Renewed attention on heroin, opioid abuse

9NEWS at 5 p.m. 9/16/16.

KUSA- An average of 300 people die every year in Colorado from overdosing on opioid painkillers. Now, a renewed effort is underway to try and stem that drug abuse across the country.

On Friday, President Obama proclaimed Sept. 18-24 as “Prescription Opioid and Heroin Epidemic Awareness Week.”

Also today, U.S. Attorney General Loretta Lynch told USA Today that she will direct U.S. Attorneys offices around the country next week to share information across state lines about opioid distribution networks and doctors who may be overprescribing those drugs.

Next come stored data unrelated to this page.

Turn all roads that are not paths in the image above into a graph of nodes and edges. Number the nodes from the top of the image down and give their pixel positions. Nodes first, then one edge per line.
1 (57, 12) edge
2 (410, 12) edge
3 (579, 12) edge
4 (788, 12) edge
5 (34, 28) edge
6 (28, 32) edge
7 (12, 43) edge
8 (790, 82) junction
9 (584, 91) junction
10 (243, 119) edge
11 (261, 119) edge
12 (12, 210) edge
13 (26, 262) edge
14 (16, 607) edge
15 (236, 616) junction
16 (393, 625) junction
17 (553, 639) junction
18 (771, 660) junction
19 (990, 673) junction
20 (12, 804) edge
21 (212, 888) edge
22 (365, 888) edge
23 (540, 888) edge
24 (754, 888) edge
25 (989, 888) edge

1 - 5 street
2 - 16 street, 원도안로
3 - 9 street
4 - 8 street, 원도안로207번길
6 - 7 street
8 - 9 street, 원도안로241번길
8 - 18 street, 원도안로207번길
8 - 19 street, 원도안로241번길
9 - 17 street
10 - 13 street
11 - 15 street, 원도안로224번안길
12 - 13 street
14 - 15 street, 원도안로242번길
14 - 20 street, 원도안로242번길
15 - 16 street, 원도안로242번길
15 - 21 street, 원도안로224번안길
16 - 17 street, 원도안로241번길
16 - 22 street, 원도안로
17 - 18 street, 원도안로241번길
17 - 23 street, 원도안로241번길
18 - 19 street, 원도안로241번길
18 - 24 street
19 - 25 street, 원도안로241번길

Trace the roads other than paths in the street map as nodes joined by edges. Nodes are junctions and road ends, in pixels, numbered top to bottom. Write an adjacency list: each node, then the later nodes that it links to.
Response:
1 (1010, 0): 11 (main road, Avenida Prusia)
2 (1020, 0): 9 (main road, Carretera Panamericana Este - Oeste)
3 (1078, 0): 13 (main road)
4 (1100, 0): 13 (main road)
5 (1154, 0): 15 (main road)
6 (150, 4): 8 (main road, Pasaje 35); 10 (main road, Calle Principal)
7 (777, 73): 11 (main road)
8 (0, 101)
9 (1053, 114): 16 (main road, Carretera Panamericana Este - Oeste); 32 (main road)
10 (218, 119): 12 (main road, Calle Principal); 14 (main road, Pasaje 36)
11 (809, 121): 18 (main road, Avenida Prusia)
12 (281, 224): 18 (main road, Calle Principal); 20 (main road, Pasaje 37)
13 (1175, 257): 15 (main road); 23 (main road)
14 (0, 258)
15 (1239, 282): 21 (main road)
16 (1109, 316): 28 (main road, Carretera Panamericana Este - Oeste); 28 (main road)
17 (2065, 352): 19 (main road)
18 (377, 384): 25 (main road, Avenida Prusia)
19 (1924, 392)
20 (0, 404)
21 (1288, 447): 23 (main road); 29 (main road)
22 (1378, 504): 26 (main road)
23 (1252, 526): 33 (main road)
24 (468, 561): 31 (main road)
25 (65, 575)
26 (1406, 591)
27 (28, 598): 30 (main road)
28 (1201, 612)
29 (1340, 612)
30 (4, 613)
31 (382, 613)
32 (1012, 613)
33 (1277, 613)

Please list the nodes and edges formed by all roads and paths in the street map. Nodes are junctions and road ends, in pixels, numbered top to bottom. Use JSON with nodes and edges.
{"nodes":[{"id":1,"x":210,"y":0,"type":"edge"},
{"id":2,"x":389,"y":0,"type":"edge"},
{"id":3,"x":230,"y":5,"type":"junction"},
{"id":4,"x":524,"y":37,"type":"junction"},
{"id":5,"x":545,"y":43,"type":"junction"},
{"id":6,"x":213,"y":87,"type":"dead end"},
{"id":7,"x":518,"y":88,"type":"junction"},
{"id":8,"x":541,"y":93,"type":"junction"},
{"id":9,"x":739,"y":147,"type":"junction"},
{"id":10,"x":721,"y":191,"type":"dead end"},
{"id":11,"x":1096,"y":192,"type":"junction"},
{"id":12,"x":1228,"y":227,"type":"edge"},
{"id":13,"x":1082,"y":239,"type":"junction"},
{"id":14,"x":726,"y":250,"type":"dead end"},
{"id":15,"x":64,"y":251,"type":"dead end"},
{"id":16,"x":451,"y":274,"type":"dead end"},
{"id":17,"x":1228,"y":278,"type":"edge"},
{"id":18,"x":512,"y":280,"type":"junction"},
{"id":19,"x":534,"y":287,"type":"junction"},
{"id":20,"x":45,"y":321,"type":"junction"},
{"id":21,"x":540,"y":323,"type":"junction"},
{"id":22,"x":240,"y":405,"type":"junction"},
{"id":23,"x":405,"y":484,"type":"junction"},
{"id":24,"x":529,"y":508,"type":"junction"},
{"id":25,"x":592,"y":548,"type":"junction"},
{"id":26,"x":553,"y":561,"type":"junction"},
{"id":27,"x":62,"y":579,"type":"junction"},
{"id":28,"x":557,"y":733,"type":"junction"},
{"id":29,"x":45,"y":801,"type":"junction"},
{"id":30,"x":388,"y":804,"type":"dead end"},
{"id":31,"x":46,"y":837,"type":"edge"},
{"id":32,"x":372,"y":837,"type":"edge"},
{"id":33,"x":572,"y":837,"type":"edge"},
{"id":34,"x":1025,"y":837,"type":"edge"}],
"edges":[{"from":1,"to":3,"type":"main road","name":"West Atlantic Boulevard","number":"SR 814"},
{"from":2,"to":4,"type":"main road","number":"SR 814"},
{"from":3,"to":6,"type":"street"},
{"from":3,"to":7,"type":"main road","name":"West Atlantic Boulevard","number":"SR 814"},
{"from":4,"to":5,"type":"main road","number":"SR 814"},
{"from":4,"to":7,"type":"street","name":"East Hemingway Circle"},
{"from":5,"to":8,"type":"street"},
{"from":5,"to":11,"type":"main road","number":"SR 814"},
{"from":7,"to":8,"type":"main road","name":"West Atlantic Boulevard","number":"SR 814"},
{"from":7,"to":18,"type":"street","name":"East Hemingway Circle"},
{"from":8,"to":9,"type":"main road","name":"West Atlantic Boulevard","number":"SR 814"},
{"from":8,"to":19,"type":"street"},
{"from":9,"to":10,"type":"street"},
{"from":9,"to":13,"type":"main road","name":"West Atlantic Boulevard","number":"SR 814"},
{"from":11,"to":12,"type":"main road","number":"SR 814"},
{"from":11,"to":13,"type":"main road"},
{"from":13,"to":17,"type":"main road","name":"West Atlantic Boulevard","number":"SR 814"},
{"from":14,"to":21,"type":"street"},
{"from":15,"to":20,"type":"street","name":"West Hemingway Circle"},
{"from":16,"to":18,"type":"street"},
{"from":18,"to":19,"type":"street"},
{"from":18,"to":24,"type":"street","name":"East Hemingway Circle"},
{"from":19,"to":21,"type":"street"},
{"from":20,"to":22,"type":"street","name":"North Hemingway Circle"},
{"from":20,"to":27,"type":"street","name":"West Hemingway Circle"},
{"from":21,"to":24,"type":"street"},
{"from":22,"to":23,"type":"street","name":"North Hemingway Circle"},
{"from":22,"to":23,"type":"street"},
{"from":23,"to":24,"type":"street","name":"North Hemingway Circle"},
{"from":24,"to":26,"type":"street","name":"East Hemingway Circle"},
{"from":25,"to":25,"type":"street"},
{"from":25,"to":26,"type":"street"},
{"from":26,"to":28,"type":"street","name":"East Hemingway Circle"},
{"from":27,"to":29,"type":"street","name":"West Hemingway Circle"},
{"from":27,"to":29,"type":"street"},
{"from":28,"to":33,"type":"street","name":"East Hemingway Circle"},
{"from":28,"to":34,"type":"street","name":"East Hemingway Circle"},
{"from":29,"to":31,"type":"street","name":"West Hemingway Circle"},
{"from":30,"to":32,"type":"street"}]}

Opioid overdoses are claiming the life of one American every 19 minutes. It’s a staggering number documented by the Center for Disease Control and drawing attention to Colorado’s own struggle to deal with those who are addicted.

“Heroin abuse in Colorado has worsened to the point that the Drug Enforcement Administration has made heroin focus the main focus in Colorado,” said Rep. Diana DeGette, Colorado- D.

At the Stout Street Clinic in Denver, those on the front lines of trying to stop the spread of opioid abuse spoke about their efforts in Colorado. The state ranks second in the nation when it comes to overall prescription drug abuse.

“There’s a perception that because these are prescribed by a doctor they are safer than street drugs,” said Kent MacLennan, executive director of Rise Above Colorado, which aims to prevent drug abuse, specifically among young people. “As a result, you have this misperception that because they are created in a sterile lab and they’re prescribed by a doctor that there is some level of safety that’s there.”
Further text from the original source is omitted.